The upland areas of Britain are the areas of Devonian and Carboniferous rocks folded in the Hercynian earth-movements. Sandstones and limestones, disposed in simple structures, are the principal rock types. The relief, therefore, typically has a pattern, whether it be high-level plateau as in the Pennines, low coastal plateau as in Caithness and the Orkneys, or high escarpment as in the Brecon Beacons, the Black Mountains and the hills inland from Brora in Sutherland. Compared with the highlands the signs of glaciation are far less pronounced. Mantles of drift are common enough and seem to intensify the smoothness of many of the hillsides, but there are, for example, few indisputable corries: the soft rounded forms that occur could be spring-heads, or corries badly preserved in not particularly resistant rocks, or spring-heads modified by snow-patches. Although many parts of the Old Red Sandstone produce acidic, impermeable and infertile soils, the more marly sections form fertile lowland, while the Carboniferous Limestone adds a type of relief, soil and vegetation almost absent from highland Britain. Regional differences occur within the uplands, but the essence of the relief is comparative simplicity of structure allied to a relief of bold cuestas and plateaux.
The Pennines are typical of the high plateaux of upland Britain. Slight dips and great lithological differences both between the major divisions of the Carboniferous rocks and within the Yoredale facies of the Carboniferous Limestone ensure the prevalence of structural surfaces. Whether these surfaces are truly structural or structures approximately stripped by erosion is not fundamental in a general review of this type, for the net result is the same, the dominance of the landscape by tabular relief. In addition, the Carboniferous Limestone is unique in possessing the clearest and most complete karst features in Britain and these are nowhere better developed than in parts of the Pennines, notably around Ingleborough.

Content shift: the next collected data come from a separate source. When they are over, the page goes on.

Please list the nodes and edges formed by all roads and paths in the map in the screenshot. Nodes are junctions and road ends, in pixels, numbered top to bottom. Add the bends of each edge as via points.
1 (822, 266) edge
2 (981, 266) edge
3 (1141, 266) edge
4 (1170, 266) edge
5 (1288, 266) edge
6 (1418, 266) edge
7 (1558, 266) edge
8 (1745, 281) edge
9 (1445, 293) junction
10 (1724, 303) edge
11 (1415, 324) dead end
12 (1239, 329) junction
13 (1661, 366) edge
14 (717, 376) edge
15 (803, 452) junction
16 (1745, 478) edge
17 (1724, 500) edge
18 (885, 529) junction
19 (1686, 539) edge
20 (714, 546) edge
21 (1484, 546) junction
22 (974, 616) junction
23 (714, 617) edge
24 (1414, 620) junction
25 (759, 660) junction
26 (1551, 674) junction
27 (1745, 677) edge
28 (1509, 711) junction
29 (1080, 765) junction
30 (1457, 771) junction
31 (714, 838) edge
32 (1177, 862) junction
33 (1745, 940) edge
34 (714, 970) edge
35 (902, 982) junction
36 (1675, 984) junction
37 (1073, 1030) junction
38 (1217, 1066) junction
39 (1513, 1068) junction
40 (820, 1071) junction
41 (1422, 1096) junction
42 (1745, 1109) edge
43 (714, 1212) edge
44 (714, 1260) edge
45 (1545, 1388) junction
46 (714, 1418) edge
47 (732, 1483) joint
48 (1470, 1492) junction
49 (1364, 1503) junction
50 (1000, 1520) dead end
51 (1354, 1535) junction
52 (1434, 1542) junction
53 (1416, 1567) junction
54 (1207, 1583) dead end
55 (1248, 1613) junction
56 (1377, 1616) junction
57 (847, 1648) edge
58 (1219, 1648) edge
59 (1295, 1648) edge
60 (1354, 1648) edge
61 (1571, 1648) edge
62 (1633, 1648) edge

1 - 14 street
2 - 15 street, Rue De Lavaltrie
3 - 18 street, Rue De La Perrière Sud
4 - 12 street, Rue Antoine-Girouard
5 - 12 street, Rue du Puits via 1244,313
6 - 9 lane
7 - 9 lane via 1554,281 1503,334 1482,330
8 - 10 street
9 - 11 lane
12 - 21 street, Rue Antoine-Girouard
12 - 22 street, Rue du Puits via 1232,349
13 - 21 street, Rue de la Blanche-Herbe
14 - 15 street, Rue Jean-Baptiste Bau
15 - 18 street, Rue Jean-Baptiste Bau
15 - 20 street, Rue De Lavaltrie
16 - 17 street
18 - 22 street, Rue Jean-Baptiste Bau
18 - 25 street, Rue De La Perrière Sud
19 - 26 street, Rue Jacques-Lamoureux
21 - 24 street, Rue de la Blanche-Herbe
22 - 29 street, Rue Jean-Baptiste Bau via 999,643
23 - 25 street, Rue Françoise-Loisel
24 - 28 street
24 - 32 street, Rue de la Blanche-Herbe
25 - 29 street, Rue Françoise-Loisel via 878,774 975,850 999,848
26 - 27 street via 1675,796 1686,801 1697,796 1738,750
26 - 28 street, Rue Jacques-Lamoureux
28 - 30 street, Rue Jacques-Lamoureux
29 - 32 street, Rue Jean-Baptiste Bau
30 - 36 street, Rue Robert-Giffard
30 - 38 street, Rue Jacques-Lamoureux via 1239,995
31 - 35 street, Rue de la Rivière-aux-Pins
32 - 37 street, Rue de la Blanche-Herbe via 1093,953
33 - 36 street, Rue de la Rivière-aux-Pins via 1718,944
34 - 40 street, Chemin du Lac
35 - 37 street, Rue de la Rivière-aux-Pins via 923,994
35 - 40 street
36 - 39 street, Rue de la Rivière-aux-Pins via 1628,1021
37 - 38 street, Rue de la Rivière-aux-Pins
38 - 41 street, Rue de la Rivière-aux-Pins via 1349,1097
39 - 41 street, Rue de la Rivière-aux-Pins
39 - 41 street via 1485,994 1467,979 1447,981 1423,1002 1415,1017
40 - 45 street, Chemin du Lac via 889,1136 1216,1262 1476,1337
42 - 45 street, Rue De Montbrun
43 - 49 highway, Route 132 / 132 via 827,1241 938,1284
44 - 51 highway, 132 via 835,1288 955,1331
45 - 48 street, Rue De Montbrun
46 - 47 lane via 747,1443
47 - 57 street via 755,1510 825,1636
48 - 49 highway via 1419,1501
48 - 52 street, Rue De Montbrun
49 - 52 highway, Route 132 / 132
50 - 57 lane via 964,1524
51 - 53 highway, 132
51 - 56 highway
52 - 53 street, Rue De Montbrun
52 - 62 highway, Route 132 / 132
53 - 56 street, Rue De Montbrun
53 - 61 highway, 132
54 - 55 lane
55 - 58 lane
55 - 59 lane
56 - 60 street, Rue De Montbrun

Plateau at a much lower elevation is to be found in the coastal areas of Caithness and in the Orkneys, where the rocks responsible for it are the closely bedded Devonian Caithness Flags. A more monotonous scenery than that of parts of inland Caithness would be difficult to imagine, but the coast, where marine erosion has exerted its full effect on jointed and faulted horizontal rocks to produce vertical cliffs and spectacular stacks and inlets, is magnificent.
Where a simple regional dip affects the rocks, striking escarpments and dip slopes, such as those of the Brecon Beacons and Black Mountains, occur. These are impressive features, the crests of the escarpments reaching nearly to 3,000 ft in the former and to 2,500 ft in the latter upland. In form they are magnified versions of the cuestas of lowland Britain, but, apart from the question of scale, they differ from these in the number of steps and scars caused by hard beds, and in the dull colours of their acid moorland vegetation. To the south the Pennant series of grits and sandstones is a very important relief-forming unit in the synclinal upland of the South Wales coalfield: it is responsible for the moorland plateau between the industrial valleys and for a high escarpment overlooking the dissected vale developed on Lower Coal Measures in the northern part of the region.